Argentum, formerly known as the Assisted Living Federation of America, and the American Seniors Housing Association are among the organizations that filed comments with the Centers for Medicare & Medicaid Services about a proposed rule that would revise the requirements that long-term care facilities must meet to participate in the Medicare and Medicaid programs.

The two organizations specifically remarked on part of the proposed rule that would limit the use of pre-dispute arbitration agreements in long-term care facilities, saying the action would “do much more harm than good.”

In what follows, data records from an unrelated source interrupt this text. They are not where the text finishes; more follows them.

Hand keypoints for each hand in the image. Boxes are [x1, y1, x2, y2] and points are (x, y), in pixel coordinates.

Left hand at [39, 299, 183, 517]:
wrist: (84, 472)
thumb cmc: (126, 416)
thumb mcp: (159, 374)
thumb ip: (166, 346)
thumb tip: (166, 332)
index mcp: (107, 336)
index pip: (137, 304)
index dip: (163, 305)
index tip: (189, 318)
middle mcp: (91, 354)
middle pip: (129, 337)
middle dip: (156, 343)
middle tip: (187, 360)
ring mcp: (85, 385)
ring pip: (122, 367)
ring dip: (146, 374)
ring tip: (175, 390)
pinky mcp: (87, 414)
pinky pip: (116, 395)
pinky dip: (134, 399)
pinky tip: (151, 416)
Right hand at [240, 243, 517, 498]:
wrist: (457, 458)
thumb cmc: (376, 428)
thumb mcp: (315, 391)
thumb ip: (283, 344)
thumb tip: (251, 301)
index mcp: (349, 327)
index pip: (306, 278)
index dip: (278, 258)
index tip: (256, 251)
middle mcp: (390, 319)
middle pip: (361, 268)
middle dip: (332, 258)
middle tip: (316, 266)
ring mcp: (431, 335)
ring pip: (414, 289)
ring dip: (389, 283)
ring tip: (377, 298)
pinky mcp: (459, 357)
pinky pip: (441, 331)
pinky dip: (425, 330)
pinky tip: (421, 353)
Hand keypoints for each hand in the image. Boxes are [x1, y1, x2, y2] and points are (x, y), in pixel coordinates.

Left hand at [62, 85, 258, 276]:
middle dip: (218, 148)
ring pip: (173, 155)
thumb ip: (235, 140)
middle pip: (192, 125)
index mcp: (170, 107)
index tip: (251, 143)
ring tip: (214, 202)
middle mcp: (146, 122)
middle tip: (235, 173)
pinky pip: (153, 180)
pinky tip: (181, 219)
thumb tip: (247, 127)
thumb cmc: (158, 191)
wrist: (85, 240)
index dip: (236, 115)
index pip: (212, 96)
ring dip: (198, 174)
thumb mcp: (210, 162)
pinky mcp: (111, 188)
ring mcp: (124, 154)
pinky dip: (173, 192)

Arbitration typically costs less than traditional litigation and can be faster and less burdensome to residents and long-term care facilities, Argentum President and CEO James Balda and ASHA President David Schless wrote in a letter dated Oct. 14 and posted to regulations.gov on Oct. 20. Further, “Restrictions on arbitration agreements would inappropriately limit and weaken the Federal Arbitration Act (FAA), which expressly recognizes the value of allowing dispute resolution outside the court system when both parties agree to do so,” they said.

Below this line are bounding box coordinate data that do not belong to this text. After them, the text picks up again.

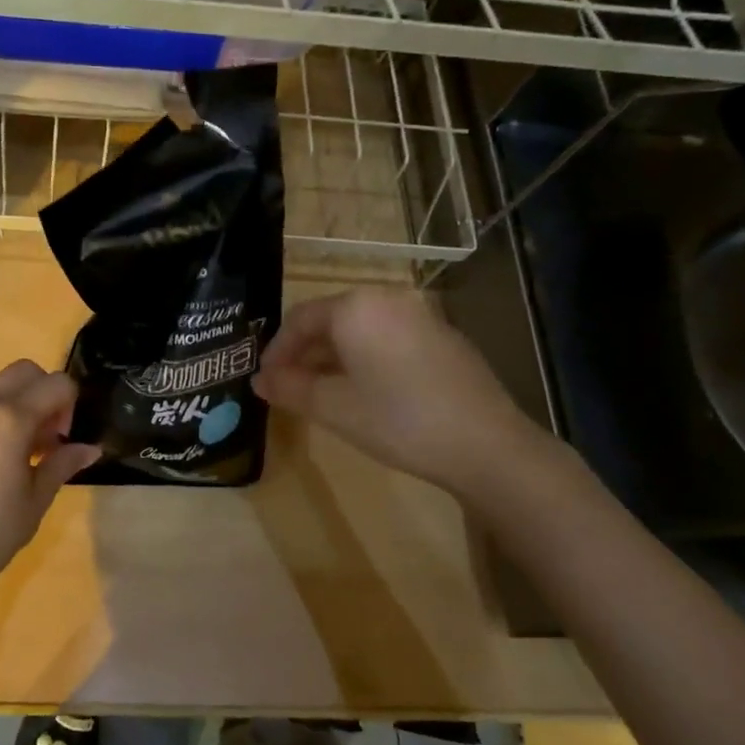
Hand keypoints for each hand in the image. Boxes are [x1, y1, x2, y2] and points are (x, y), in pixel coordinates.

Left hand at [0, 360, 100, 583]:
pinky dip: (2, 415)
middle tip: (51, 431)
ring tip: (30, 448)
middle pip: (24, 370)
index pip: (55, 384)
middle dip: (46, 390)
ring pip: (2, 386)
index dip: (70, 404)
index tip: (65, 437)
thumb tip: (91, 448)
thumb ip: (64, 462)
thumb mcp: (38, 496)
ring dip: (24, 402)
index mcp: (10, 420)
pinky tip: (6, 456)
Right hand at [253, 289, 556, 501]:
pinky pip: (389, 339)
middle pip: (331, 320)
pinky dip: (366, 359)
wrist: (486, 445)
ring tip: (321, 393)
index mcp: (356, 307)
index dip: (277, 350)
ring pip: (361, 331)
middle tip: (289, 387)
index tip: (265, 379)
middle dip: (304, 353)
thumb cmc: (397, 420)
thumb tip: (258, 380)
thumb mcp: (333, 407)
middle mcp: (388, 300)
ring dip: (333, 358)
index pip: (300, 318)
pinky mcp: (444, 338)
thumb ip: (289, 388)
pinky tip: (366, 393)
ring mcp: (421, 317)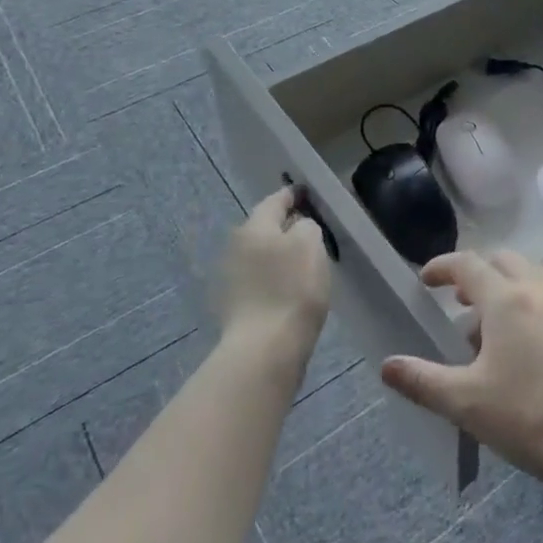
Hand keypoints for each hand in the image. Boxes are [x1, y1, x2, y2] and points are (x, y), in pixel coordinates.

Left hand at [214, 186, 331, 359]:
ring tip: (303, 259)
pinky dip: (274, 278)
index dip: (293, 194)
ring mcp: (232, 279)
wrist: (265, 349)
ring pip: (260, 254)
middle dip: (285, 225)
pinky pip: (259, 280)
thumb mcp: (310, 243)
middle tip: (310, 227)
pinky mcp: (236, 306)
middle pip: (264, 227)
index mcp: (254, 227)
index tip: (307, 192)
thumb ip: (306, 225)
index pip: (275, 201)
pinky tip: (289, 288)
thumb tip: (298, 227)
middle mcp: (236, 247)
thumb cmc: (292, 289)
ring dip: (278, 253)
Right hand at [380, 251, 542, 493]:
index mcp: (507, 299)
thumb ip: (423, 380)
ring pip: (530, 279)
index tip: (424, 280)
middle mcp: (539, 293)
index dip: (442, 267)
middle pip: (504, 261)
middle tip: (457, 301)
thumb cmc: (528, 416)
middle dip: (476, 273)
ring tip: (485, 330)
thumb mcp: (466, 402)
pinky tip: (520, 352)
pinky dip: (526, 308)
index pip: (468, 265)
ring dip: (503, 290)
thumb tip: (387, 366)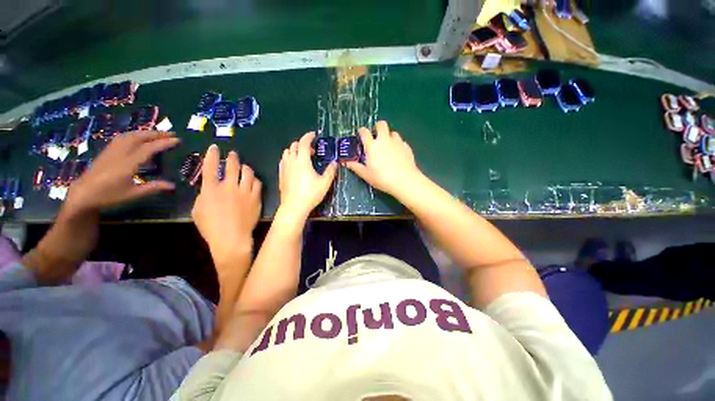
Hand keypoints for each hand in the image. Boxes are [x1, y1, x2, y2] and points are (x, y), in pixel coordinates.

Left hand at [65, 131, 179, 215]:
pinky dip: (134, 134)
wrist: (82, 194)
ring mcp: (112, 151)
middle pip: (139, 138)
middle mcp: (120, 153)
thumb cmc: (108, 196)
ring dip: (145, 132)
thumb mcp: (132, 194)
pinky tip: (138, 137)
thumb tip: (173, 185)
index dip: (164, 143)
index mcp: (127, 164)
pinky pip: (122, 138)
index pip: (148, 149)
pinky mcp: (107, 151)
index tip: (177, 140)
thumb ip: (152, 188)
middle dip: (156, 134)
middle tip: (170, 134)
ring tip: (157, 133)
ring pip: (130, 135)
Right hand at [192, 145, 261, 266]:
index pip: (210, 167)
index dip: (212, 155)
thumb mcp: (198, 210)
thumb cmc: (211, 227)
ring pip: (248, 173)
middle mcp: (229, 187)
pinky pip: (257, 184)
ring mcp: (245, 192)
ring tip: (245, 166)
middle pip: (232, 166)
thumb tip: (209, 187)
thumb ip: (204, 195)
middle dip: (232, 157)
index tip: (214, 147)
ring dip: (245, 167)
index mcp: (211, 189)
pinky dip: (255, 180)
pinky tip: (254, 180)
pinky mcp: (256, 198)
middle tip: (233, 154)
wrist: (232, 237)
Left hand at [278, 132, 336, 218]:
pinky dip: (289, 157)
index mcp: (302, 160)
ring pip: (287, 152)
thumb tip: (335, 163)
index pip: (304, 143)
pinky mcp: (281, 174)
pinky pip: (283, 160)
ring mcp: (284, 167)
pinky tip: (294, 165)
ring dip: (295, 150)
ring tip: (303, 157)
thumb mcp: (325, 183)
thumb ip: (330, 171)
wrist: (294, 207)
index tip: (314, 134)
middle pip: (294, 145)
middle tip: (312, 150)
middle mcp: (291, 161)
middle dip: (303, 143)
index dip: (309, 136)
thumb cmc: (310, 194)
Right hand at [346, 120, 421, 195]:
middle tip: (376, 136)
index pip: (364, 131)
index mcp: (372, 146)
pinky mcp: (407, 147)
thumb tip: (347, 163)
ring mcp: (397, 142)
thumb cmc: (382, 178)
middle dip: (377, 127)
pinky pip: (401, 141)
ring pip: (393, 132)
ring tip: (387, 145)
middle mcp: (384, 140)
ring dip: (389, 136)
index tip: (361, 134)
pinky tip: (397, 153)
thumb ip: (356, 167)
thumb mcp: (366, 175)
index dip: (361, 131)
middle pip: (381, 124)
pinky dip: (397, 144)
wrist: (404, 181)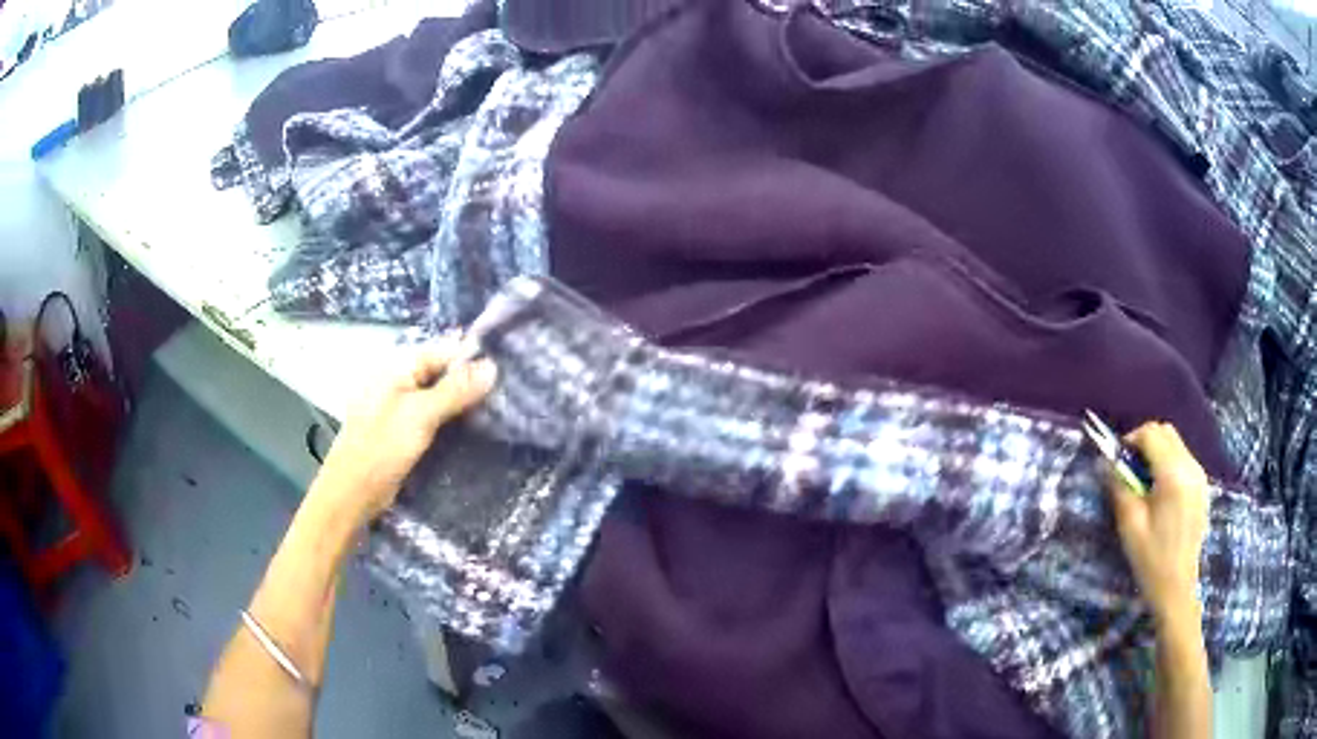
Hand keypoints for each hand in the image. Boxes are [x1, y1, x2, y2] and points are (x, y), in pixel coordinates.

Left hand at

Fifteen state attorneys general, however, are calling on CMS to end use of the agreements because residents and their families often are unaware of the clauses’ consequences until a dispute arises, and then they face a “take it or leave it” conundrum. And a coalition of consumer groups and lobbyists—among them the AARP and the National Consumer Voice for Quality Long-Term Care—say the agreements help providers “evade accountability.”

CMS first proposed the rule July 16, saying it would accept comments until Sept. 14, but the federal agency subsequently extended the comment period by 30 days. CMS received more than 8,400 comments by the Oct. 14 deadline.

LeadingAge and the American Health Care Association were among the other national organizations that submitted comments on various aspects of the proposed rule, and several state LeadingAge and AHCA groups as well as individual providers formally expressed concerns, too. AHCA said it was especially worried about the arbitration-related provisions in the proposed rule, although it also filed separate comments related to other aspects of the document.

AHCA encouraged members of the National Center for Assisted Living to submit comments as well because the rule could have indirect, negative implications for them if finalized as proposed.

Meg LaPorte, senior policy director for NCAL, expressed concerns with part of the proposed rule that would require a physician, physician assistant or clinical nurse specialist to quickly conduct an in-person evaluation of a resident before an unscheduled transfer to the hospital in cases that are not emergencies. The requirement, if included in the final rule, “will create a nightmare,” she wrote in her letter, dated Oct. 4 and posted online Oct. 15.

The proposed rule unnecessarily would complicate and add expense to the process involved with unscheduled, non-emergency transfers, LaPorte wrote, because of the distance that many doctors would need to drive to visit a facility and the reality that many physicians serve multiple facilities. CMS should continue with its current approach, whereby RNs and physicians jointly determine the best approach to care, she said.